## ASSIGNMENT
Where in the records does the word "Koch" occur? Copy each line in which it does.

━━━ MATERIAL FOR THIS EXERCISE

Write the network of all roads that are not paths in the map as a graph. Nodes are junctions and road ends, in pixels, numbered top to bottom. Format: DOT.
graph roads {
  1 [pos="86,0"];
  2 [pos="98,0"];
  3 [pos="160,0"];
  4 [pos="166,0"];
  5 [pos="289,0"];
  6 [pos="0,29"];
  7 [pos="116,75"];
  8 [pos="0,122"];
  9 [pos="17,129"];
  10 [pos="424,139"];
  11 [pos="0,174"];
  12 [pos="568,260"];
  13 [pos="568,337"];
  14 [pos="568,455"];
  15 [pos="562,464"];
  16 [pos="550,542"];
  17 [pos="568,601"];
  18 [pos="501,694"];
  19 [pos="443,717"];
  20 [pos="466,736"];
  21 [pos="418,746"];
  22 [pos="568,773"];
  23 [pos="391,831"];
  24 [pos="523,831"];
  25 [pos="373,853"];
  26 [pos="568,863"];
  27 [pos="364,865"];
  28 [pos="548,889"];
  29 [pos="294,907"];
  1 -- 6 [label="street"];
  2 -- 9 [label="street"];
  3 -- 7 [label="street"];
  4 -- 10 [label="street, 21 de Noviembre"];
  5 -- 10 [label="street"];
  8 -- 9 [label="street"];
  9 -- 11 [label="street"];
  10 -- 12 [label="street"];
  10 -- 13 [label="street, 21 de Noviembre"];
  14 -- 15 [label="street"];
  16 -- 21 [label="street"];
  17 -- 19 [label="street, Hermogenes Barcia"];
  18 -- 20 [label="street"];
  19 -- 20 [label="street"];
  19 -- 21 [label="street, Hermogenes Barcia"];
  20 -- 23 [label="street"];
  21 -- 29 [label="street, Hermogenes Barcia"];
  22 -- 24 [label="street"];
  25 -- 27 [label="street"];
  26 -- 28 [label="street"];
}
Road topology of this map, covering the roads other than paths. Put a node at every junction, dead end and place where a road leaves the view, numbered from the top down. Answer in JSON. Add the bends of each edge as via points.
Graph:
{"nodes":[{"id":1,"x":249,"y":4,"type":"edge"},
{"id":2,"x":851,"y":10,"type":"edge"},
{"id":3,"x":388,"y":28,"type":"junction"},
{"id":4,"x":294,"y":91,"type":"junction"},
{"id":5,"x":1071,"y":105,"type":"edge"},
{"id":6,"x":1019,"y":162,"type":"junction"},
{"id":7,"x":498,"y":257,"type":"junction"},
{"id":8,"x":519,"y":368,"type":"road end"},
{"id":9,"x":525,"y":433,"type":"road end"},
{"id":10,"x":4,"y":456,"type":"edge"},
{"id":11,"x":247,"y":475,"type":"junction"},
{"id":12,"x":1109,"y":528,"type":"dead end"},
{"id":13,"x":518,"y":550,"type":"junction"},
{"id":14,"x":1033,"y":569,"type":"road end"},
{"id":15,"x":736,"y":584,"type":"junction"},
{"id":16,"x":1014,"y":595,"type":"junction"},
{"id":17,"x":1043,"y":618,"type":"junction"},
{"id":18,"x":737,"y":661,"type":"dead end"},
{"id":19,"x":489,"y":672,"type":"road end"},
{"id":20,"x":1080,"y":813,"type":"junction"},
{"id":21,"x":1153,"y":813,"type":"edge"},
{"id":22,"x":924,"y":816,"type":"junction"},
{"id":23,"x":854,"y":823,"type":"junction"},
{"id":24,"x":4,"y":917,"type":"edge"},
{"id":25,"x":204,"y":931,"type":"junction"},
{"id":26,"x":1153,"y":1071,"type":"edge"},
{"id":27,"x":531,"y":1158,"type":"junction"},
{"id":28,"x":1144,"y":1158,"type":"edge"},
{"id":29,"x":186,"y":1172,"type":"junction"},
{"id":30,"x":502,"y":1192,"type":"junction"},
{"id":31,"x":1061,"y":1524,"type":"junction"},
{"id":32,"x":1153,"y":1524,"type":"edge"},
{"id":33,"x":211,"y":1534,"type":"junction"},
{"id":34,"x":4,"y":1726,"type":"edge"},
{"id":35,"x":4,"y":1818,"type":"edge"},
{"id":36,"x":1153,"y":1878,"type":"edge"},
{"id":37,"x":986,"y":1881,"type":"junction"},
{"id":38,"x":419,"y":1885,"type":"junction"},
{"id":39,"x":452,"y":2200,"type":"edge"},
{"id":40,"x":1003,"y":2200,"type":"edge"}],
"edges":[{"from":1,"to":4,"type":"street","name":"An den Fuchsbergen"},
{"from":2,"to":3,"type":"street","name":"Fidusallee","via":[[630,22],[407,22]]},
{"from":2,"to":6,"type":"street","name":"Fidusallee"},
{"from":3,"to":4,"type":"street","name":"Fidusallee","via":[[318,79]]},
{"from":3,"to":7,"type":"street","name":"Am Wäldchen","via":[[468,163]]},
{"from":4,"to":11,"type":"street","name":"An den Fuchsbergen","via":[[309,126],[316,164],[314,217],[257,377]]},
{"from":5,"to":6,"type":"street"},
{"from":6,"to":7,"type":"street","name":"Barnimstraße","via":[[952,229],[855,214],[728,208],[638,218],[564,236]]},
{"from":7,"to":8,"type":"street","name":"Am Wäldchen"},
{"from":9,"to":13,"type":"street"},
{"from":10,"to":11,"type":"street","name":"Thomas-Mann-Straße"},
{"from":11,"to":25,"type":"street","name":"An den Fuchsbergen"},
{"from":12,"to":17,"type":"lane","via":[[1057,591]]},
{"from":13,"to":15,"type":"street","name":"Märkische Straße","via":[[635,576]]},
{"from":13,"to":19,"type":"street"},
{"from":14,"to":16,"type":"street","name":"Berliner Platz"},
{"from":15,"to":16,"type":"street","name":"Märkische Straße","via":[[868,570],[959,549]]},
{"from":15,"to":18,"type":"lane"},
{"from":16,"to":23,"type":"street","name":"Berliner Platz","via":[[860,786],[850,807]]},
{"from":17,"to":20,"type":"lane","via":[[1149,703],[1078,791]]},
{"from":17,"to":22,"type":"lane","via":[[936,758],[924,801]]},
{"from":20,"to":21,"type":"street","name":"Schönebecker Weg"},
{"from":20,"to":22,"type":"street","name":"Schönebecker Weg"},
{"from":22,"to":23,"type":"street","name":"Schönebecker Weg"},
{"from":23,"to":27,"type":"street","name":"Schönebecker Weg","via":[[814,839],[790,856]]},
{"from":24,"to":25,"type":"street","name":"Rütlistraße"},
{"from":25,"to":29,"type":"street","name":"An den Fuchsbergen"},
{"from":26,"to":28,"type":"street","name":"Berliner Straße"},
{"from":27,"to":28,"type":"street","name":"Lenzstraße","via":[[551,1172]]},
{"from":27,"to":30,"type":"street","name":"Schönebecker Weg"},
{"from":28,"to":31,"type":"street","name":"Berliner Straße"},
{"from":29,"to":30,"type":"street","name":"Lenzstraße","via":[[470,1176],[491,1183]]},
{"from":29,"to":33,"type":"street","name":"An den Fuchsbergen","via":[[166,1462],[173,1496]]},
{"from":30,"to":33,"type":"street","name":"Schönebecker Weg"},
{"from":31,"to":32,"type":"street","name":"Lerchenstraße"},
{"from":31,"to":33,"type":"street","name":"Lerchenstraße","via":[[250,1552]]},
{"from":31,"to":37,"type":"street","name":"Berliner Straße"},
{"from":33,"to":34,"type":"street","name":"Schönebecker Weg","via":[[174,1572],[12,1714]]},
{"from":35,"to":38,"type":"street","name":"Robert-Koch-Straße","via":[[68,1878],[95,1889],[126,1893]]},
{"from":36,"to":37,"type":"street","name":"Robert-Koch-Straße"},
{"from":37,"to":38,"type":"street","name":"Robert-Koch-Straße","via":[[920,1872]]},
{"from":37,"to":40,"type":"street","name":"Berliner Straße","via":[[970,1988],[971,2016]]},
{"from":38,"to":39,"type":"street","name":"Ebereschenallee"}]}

━━━━━━

## THE COMPLETED TASK
{"from":35,"to":38,"type":"street","name":"Robert-Koch-Straße","via":[[68,1878],[95,1889],[126,1893]]},
{"from":36,"to":37,"type":"street","name":"Robert-Koch-Straße"},
{"from":37,"to":38,"type":"street","name":"Robert-Koch-Straße","via":[[920,1872]]},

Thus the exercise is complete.